Task instructions
Find every line in the records below that holds the word "Enéas", and copy each one.

:: Provided records

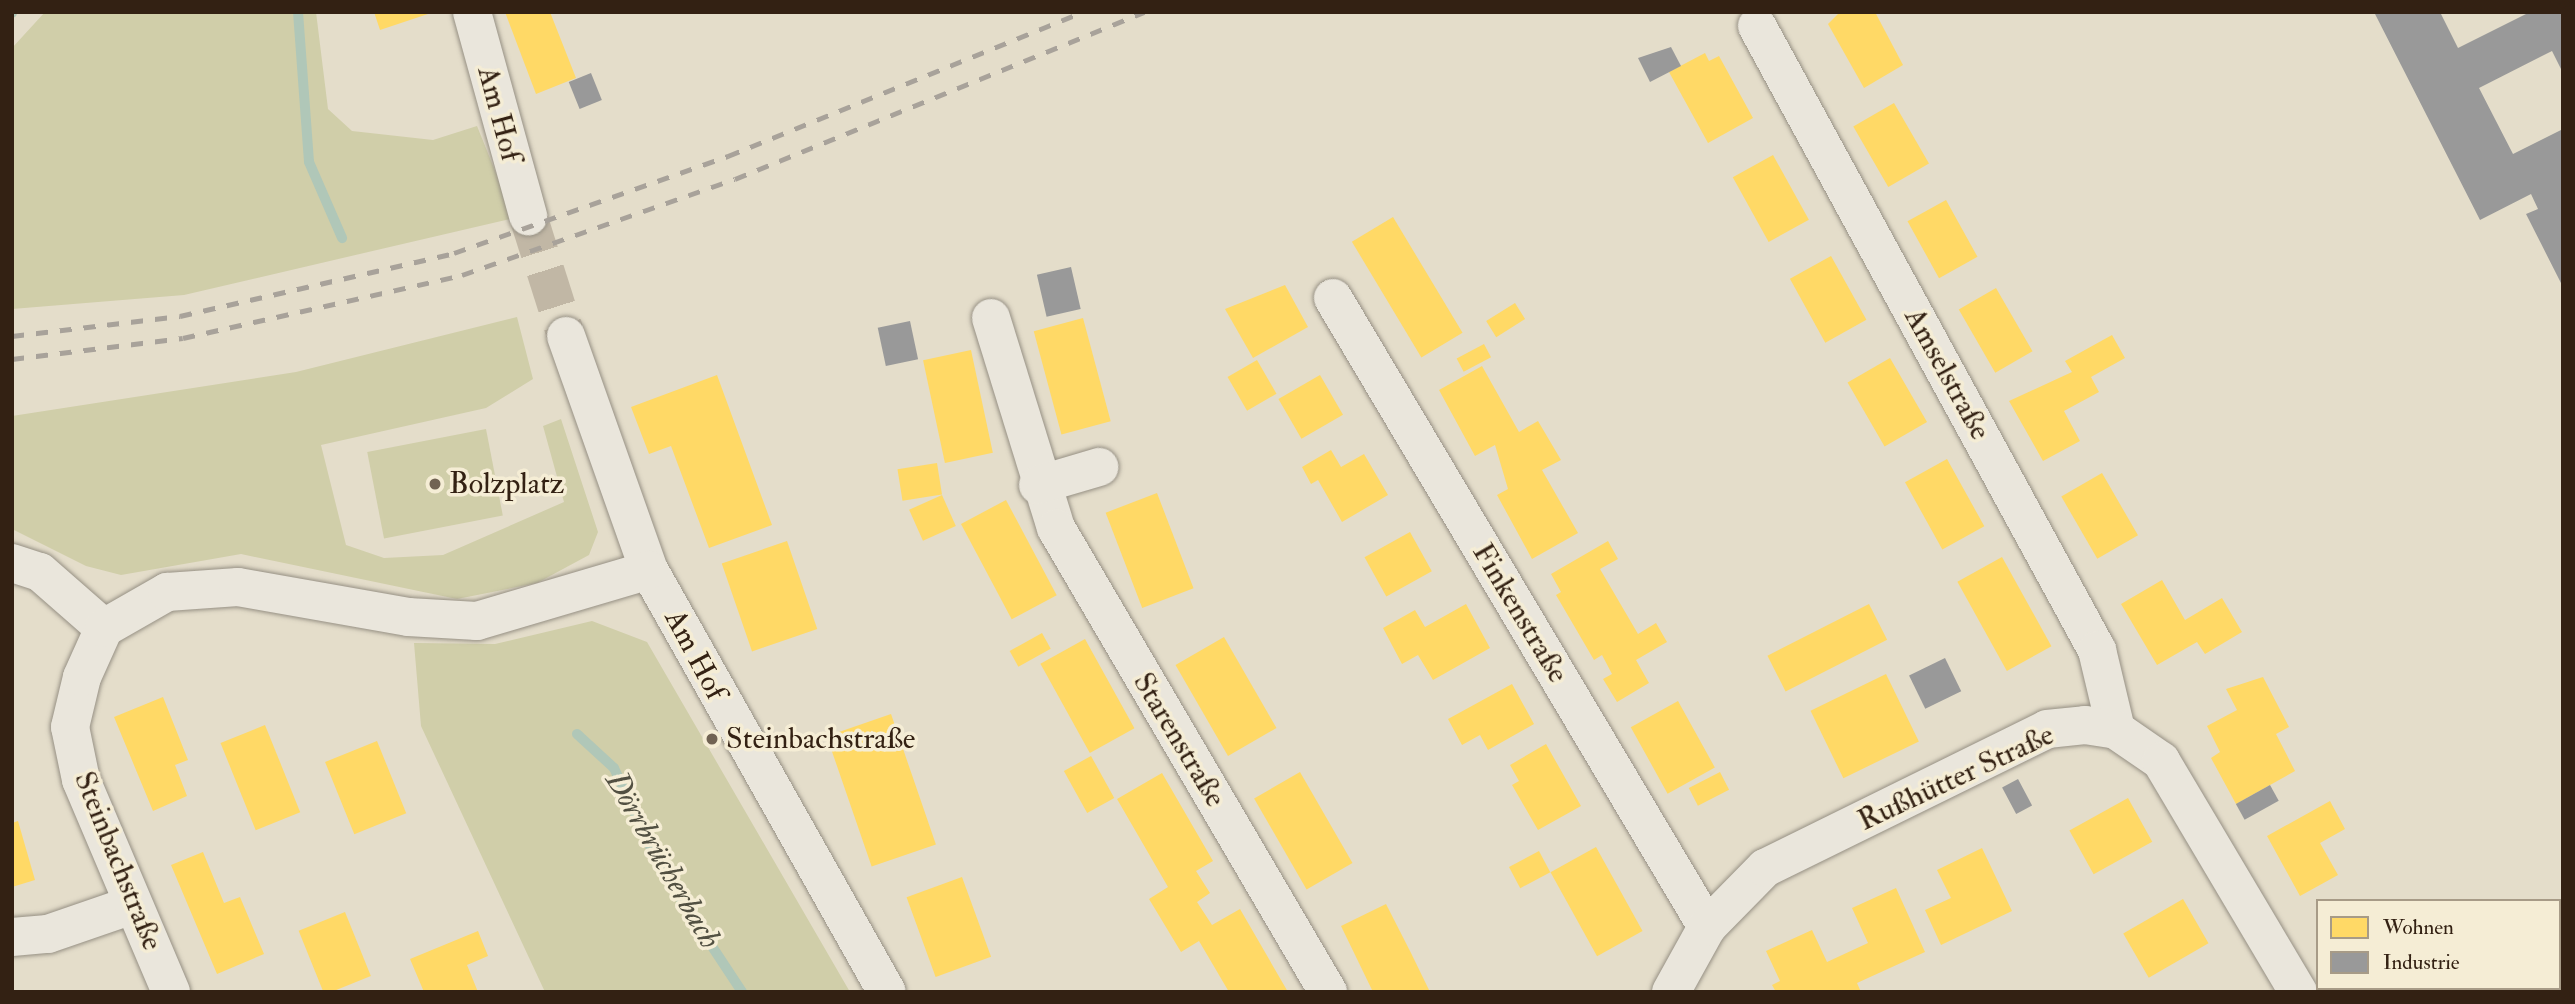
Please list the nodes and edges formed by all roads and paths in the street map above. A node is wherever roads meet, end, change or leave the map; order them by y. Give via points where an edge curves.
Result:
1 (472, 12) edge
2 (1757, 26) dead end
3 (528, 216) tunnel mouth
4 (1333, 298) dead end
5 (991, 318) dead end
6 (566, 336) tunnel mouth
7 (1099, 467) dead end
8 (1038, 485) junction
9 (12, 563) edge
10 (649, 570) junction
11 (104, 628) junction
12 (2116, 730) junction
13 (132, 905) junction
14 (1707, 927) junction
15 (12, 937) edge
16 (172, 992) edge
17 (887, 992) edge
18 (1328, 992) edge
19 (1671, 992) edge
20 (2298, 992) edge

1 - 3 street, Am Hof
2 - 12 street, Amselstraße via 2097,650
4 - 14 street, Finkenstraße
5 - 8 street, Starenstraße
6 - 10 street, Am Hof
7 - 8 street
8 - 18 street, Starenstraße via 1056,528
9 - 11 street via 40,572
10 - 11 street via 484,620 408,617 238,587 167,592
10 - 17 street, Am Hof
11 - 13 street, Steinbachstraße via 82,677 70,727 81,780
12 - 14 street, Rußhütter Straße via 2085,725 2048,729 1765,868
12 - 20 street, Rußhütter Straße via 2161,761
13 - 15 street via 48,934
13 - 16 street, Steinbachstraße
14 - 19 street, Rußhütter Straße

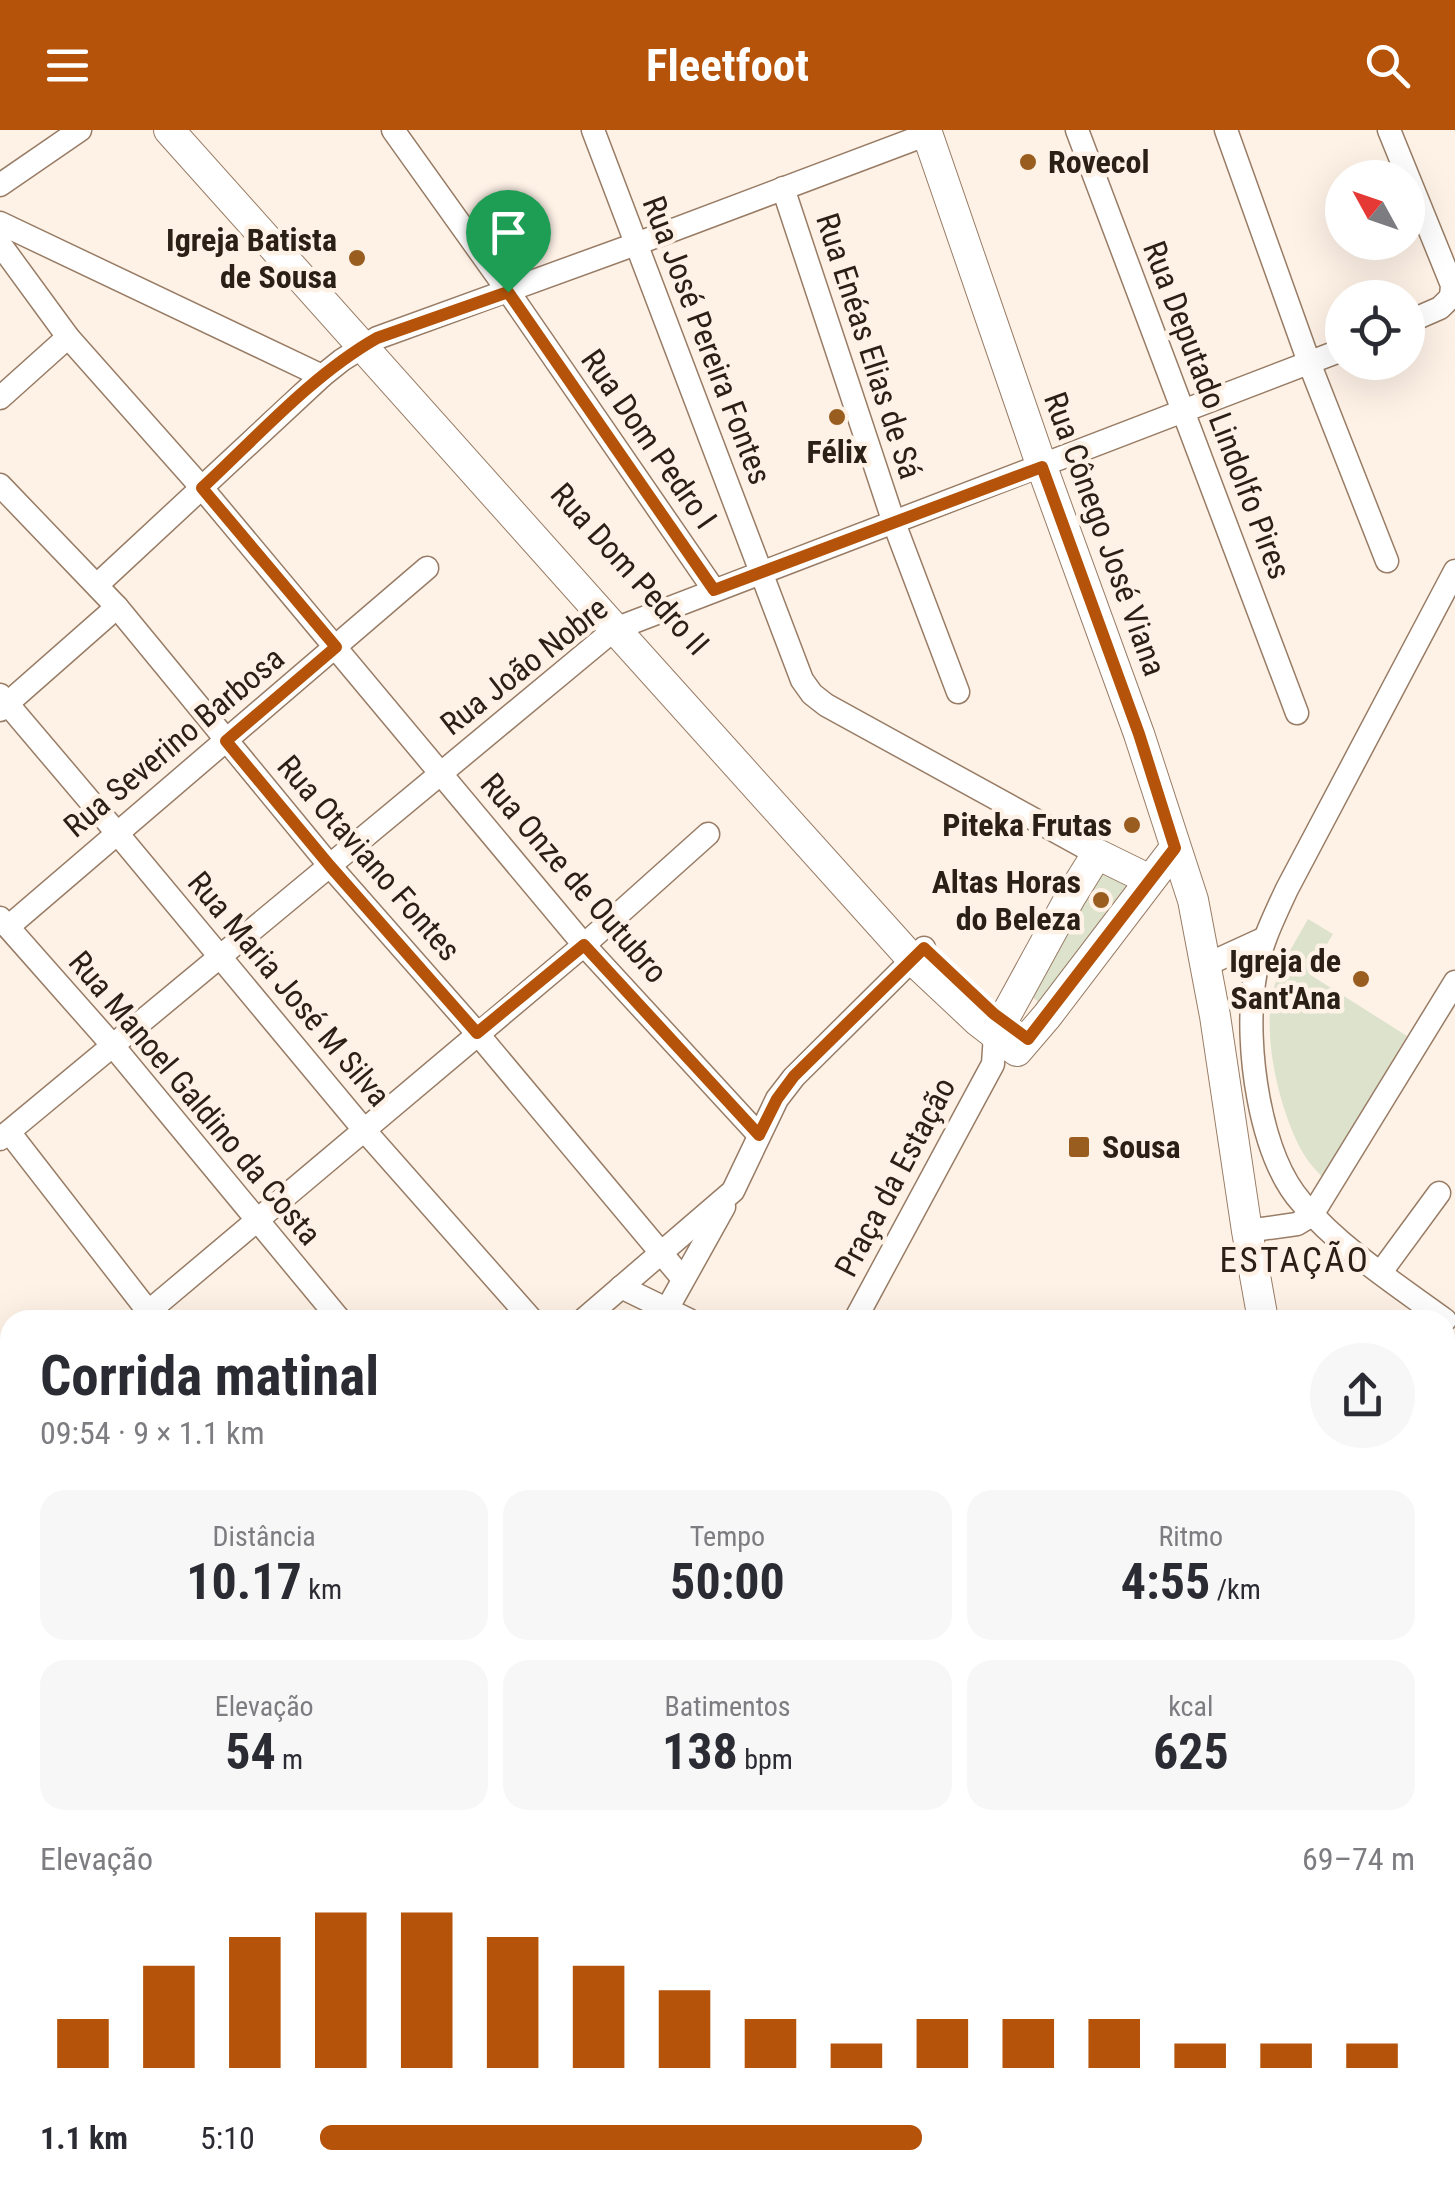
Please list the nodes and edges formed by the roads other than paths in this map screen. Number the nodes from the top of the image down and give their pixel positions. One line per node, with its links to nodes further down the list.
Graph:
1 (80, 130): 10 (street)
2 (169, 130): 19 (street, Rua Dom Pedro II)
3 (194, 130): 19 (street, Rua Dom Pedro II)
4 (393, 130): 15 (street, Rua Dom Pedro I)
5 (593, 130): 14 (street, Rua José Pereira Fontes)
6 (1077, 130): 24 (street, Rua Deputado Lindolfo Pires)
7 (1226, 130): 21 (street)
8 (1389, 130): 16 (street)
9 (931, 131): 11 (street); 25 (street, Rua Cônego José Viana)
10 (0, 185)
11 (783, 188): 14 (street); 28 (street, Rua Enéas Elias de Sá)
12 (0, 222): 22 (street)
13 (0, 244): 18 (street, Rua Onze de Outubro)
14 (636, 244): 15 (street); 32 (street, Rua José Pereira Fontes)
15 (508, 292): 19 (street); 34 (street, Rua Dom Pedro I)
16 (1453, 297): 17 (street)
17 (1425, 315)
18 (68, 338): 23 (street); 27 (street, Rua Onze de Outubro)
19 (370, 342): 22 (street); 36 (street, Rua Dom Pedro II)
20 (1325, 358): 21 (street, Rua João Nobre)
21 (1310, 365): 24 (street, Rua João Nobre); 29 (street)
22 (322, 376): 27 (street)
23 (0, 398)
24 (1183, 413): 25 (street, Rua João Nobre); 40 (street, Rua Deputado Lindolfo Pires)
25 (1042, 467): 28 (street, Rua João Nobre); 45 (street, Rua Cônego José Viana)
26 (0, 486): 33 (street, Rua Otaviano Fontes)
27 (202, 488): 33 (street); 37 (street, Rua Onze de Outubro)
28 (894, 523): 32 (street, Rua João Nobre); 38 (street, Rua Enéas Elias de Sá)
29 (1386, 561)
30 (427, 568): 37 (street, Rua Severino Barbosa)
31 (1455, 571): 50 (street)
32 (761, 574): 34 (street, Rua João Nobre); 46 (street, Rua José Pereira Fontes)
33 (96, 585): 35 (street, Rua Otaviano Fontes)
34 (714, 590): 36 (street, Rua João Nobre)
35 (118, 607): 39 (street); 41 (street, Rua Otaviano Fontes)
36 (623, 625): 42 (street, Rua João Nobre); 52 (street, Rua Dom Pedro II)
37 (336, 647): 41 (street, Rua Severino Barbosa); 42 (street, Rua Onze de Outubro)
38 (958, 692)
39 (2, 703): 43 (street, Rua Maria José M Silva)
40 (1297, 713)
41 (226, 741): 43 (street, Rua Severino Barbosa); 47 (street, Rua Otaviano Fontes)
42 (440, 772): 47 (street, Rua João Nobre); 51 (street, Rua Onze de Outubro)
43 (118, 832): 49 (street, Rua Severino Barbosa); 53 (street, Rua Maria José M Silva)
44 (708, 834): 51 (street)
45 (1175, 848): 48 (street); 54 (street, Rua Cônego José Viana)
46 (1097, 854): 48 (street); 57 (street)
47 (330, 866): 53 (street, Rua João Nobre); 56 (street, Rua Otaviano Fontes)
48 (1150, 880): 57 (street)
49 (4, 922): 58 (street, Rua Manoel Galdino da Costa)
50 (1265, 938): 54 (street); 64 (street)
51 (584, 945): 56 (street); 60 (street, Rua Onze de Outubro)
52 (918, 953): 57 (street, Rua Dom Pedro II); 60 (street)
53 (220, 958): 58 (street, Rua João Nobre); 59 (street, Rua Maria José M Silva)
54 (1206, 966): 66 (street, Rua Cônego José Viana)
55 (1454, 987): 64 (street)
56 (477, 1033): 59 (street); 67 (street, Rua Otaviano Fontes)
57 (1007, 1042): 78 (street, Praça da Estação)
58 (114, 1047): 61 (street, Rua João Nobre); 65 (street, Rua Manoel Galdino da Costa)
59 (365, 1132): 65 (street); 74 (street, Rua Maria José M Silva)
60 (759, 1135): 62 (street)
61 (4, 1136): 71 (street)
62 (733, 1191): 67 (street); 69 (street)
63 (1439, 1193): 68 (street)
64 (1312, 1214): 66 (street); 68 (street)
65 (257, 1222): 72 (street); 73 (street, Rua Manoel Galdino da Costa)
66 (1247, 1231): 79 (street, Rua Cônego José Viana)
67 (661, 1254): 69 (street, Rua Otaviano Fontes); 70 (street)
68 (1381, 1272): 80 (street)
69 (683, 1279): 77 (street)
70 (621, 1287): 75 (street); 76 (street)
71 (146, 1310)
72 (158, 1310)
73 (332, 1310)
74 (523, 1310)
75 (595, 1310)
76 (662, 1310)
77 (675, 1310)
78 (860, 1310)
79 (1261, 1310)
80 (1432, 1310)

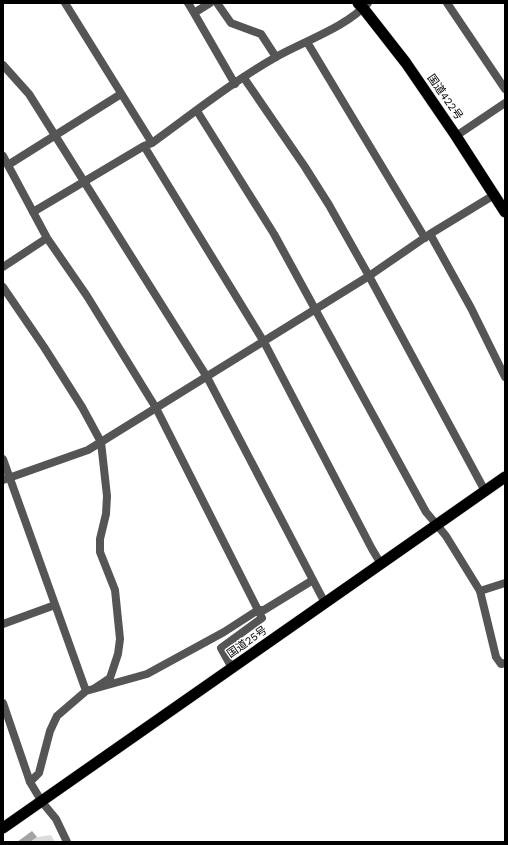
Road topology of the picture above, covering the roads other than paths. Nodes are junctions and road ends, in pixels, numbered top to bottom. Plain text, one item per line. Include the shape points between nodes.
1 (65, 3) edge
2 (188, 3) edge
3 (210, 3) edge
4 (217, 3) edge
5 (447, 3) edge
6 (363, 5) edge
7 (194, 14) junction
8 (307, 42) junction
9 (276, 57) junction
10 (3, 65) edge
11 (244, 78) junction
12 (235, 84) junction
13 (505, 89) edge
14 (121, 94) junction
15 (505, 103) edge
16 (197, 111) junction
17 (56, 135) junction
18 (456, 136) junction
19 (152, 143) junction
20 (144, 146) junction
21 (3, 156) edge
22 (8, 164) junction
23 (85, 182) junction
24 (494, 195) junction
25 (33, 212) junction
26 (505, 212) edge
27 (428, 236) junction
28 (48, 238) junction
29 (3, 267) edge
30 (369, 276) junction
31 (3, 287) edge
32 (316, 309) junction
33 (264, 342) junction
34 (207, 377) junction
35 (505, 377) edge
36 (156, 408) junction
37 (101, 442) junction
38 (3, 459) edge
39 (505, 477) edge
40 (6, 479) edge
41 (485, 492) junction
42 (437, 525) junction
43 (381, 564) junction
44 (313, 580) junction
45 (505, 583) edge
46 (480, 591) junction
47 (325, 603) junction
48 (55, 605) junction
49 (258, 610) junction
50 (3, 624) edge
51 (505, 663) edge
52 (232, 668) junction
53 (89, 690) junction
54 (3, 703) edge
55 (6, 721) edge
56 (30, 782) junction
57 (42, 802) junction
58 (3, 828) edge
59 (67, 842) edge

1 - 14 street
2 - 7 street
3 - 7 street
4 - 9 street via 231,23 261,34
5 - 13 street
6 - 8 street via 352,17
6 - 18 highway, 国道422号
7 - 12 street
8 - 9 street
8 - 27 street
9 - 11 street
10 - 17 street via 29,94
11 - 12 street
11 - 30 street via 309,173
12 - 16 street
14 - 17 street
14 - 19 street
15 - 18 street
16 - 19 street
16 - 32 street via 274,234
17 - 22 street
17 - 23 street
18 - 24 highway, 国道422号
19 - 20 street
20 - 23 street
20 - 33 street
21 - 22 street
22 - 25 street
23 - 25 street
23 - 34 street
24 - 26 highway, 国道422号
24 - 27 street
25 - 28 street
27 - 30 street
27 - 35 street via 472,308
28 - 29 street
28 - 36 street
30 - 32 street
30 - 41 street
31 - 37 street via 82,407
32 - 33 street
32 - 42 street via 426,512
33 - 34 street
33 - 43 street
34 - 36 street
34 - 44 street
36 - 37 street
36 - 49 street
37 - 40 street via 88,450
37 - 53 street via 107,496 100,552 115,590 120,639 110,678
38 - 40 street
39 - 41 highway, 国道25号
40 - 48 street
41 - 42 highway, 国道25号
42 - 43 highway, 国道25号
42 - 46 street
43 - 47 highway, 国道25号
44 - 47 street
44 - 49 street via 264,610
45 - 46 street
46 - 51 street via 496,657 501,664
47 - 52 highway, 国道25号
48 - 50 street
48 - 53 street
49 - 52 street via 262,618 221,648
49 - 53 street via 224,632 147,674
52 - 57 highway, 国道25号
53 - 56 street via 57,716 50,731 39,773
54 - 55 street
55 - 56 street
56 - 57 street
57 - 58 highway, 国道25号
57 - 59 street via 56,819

::::

Answer to the problem
11 (783, 188): 14 (street); 28 (street, Rua Enéas Elias de Sá)
28 (894, 523): 32 (street, Rua João Nobre); 38 (street, Rua Enéas Elias de Sá)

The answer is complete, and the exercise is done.